EXERCISE DESCRIPTION: Across these entries, report how many lines include the string "Chaucer", with nothing but the number.

ENTRIES SUPPLIED:
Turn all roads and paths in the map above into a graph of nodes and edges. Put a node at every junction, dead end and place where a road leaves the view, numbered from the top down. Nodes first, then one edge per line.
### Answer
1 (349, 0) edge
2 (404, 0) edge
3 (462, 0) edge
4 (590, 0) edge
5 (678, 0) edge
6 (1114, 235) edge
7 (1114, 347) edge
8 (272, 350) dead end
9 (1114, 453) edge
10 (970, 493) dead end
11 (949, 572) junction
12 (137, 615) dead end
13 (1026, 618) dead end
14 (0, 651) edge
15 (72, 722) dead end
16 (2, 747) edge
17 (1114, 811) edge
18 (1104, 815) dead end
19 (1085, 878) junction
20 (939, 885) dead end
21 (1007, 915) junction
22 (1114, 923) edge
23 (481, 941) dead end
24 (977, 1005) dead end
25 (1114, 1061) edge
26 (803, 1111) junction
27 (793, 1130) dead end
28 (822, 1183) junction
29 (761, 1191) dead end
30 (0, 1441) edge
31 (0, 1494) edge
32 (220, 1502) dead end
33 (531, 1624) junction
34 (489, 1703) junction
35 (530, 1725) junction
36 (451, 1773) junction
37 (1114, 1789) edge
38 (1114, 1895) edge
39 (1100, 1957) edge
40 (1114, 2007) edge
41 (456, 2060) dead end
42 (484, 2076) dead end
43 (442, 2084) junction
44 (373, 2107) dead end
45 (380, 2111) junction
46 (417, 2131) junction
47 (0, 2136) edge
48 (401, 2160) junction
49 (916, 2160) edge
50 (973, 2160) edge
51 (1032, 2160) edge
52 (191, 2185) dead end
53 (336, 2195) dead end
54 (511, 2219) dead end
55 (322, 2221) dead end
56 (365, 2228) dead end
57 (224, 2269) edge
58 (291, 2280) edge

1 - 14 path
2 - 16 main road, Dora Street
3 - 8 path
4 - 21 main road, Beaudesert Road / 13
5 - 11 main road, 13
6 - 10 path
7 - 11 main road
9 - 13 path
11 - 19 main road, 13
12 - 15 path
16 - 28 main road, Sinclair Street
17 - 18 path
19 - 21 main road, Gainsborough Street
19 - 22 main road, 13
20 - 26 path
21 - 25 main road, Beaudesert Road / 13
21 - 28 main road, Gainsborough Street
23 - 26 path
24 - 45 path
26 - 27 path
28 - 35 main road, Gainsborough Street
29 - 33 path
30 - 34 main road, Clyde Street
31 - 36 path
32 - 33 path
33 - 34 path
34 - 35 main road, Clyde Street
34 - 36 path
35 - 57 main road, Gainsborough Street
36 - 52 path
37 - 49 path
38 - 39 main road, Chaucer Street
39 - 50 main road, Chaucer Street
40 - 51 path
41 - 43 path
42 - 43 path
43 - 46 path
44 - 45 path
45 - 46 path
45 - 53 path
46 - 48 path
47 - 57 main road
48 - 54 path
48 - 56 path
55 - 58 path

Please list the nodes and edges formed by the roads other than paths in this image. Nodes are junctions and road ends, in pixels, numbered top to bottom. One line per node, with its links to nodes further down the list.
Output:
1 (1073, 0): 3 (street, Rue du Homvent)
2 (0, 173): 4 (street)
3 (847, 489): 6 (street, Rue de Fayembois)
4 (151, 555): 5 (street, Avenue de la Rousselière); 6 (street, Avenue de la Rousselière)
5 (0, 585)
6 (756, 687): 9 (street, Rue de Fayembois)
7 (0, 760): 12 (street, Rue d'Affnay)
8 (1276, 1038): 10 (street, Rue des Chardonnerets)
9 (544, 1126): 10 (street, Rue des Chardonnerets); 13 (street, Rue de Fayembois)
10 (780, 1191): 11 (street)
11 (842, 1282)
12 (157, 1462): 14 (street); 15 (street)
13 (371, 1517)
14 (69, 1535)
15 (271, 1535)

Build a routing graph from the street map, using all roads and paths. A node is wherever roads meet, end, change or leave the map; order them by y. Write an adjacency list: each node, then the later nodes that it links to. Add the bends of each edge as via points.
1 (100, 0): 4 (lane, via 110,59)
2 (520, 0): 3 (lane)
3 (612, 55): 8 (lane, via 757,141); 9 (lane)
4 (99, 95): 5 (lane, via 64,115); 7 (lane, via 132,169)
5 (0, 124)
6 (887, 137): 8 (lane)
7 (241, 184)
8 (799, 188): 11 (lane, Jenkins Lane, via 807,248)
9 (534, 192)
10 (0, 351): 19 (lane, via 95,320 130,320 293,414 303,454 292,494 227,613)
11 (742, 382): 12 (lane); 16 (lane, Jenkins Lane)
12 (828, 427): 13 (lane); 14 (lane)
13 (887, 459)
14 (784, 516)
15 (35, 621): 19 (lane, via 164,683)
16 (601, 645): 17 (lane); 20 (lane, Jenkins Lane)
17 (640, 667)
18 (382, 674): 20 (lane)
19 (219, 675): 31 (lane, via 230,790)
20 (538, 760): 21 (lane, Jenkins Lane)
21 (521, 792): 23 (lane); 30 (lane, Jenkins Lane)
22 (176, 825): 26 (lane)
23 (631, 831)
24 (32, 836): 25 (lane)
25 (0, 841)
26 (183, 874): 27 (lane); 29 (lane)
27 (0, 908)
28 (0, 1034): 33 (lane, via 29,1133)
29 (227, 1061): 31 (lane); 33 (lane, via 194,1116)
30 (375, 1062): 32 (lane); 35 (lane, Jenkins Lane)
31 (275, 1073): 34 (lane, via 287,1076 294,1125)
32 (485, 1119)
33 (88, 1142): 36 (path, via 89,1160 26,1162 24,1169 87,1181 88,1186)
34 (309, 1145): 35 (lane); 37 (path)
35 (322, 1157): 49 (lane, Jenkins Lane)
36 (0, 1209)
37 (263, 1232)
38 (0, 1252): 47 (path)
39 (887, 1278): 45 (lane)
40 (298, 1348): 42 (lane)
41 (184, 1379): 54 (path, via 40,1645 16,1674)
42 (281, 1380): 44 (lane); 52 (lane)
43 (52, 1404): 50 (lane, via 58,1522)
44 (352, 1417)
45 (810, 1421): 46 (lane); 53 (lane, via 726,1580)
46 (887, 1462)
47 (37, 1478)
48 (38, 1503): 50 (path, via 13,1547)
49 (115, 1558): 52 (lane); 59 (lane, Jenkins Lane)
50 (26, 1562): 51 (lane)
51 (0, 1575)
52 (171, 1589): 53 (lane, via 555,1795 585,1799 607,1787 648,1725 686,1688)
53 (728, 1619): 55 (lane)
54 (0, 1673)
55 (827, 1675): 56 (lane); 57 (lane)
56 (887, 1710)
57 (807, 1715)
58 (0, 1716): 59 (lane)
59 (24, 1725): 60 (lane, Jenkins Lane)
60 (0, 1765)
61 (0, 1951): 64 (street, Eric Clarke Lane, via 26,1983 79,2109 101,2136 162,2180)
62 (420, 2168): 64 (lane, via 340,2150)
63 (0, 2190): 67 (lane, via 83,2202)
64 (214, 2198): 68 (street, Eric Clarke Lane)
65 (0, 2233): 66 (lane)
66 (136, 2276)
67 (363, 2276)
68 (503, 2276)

EXERCISE ANSWER: 2